Currently, despite the presence of a fair number of JV teams, athletic opportunity at Blair is inadequate. This year, according to JV boys' soccer coach Richard Porac, around 60 students total tried out for the Blair boys' soccer teams, about 20 of which initially made the varsity team. Of the other 40, only about 28 boys were given positions on the oversized JV team.

Tennis is another sport in which opportunity for Blair students is insufficient. Normally, around 25 students tryout for the girls' team each year, said Blair boys' and girls' tennis coach David Ngbea. The final roster, though, can only include about 18 players, and even then almost half the team is unable to compete in each match due to court space limitations.

The persistence of these high cut-rates will only discourage the active lifestyles that schools are supposedly promoting. Ngbea believes that as long as the interest is there, most young tennis players can progress to the point where they can aid in the success of the varsity team. But the structure of the existing tennis program forces him to act only for the success of the current year's team and cut some of the inexperienced players, instead of keeping all potential valuable players for the future. He believes that a JV team would help to eliminate this problem, and would prevent cut athletes from getting discouraged about their tennis abilities.

The enormity of Blair's student body necessitates high cut rates with the existing number of teams. This school has one JV and one varsity boys' soccer team just like every other school in the county, yet Blair's population is twice that of smaller schools like Northwood. The funding for and availability of athletics in the county should be distributed more evenly per student, instead of per school, to give every student an equal chance at such a valuable athletic team experience.

According to Porac, the county refuses to fund freshmen teams because of the high costs of uniforms, buses and field space. Instead, MCPS offers intramural programs such as the Blair Sports Academy. But playing on an intramural team for fun does not give the same experience as representing Blair in on a regular school team, because intramural teams don't get the same levels of coaching, don't use many of the high quality school athletic facilities, and have significantly less practice time.

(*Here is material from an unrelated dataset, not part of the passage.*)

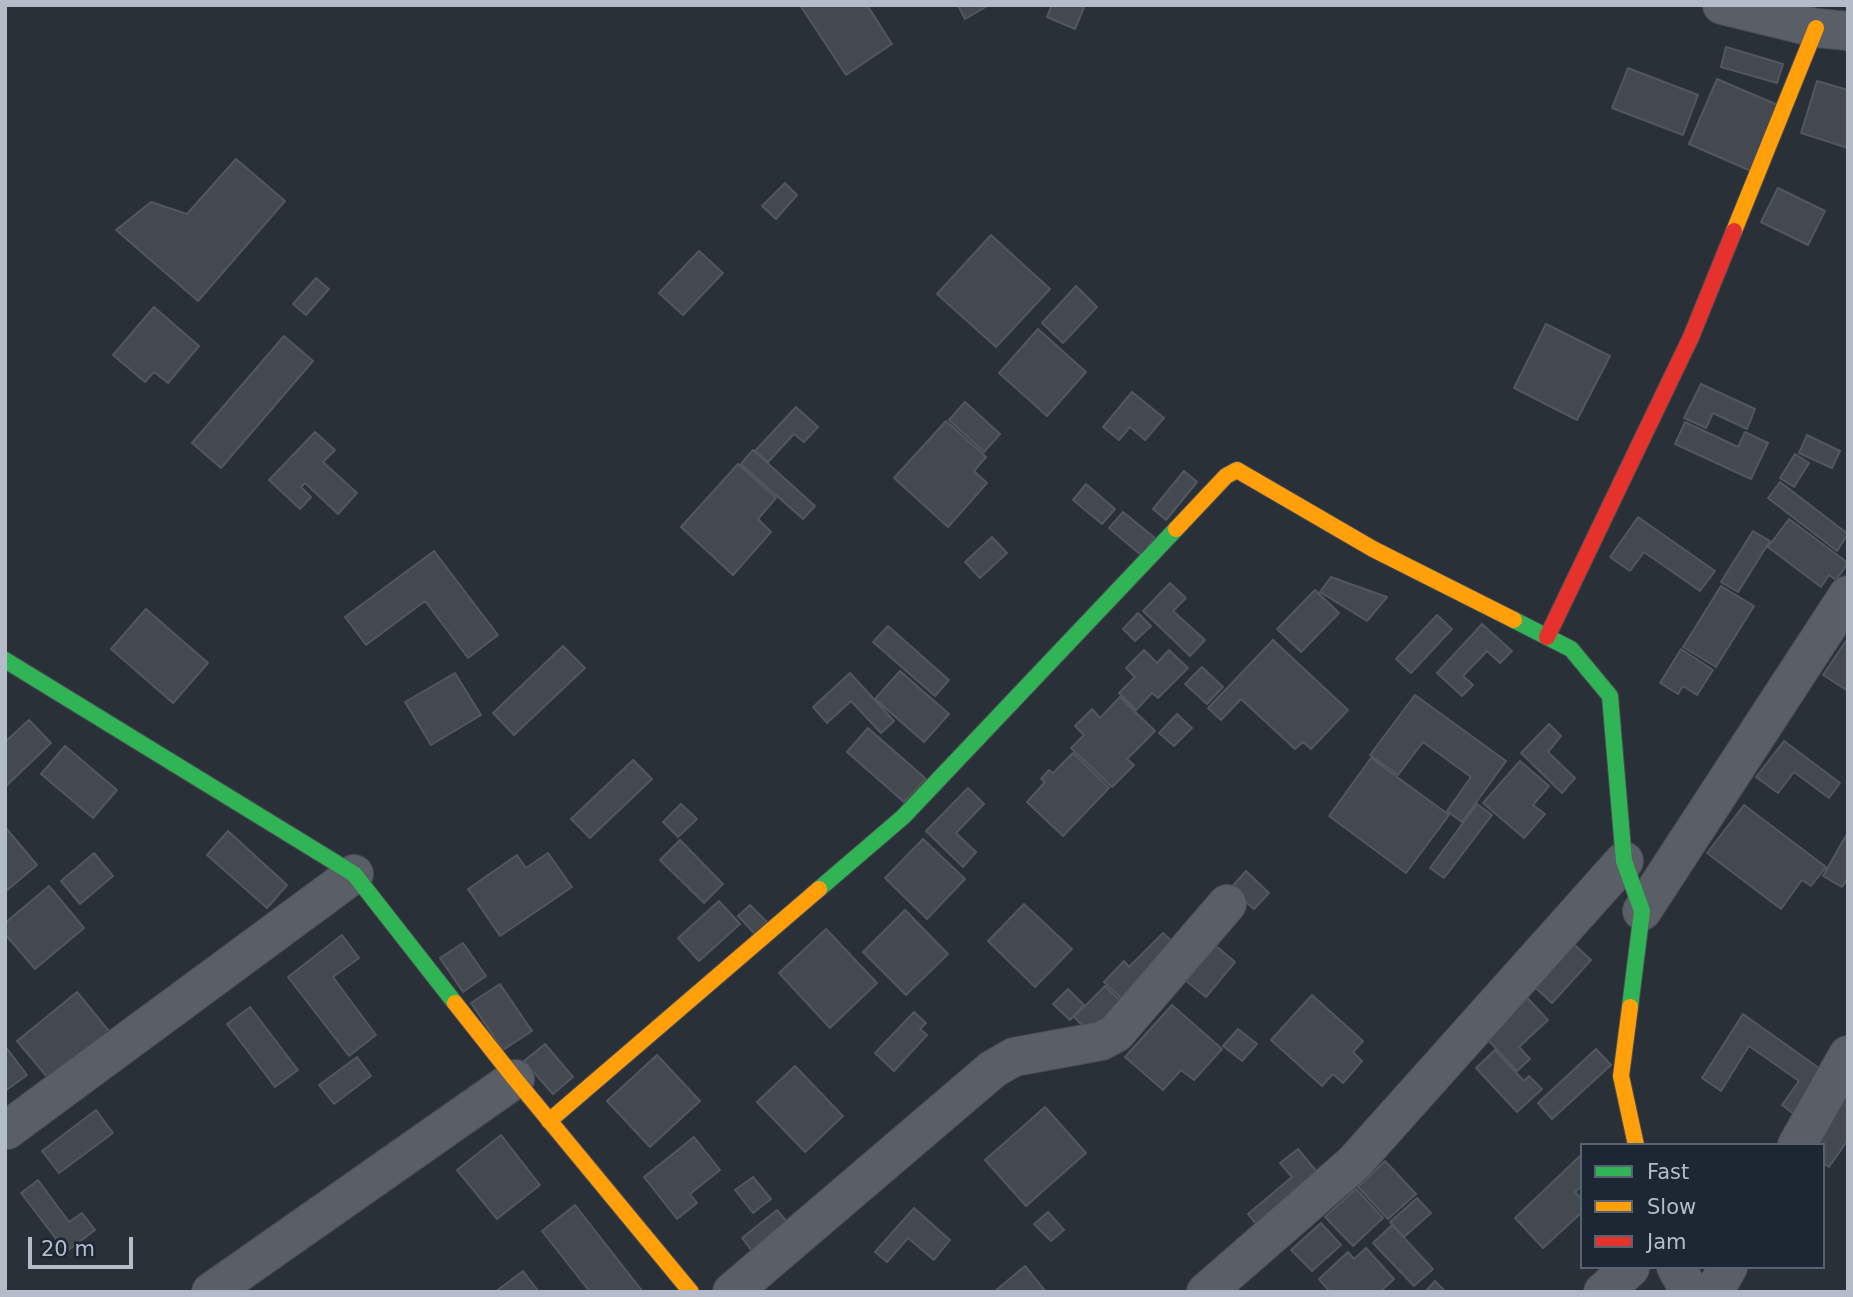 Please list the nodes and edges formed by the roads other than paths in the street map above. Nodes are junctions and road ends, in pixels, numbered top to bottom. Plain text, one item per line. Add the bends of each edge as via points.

Time and time again, health and physical education teachers at Blair preach the necessity of physical activity. Yet the school bars many students from following these teachers' instructions by cutting them from sports teams, discouraging them from pursuing athletics. If Blair truly aims to improve the health of its students, it must devote the money and time necessary to expanding its athletic program to include a greater percentage of athletes.




Larisa Antonisse. Larisa Antonisse is really, really, really bad at soccer. Like it's pathetic. More »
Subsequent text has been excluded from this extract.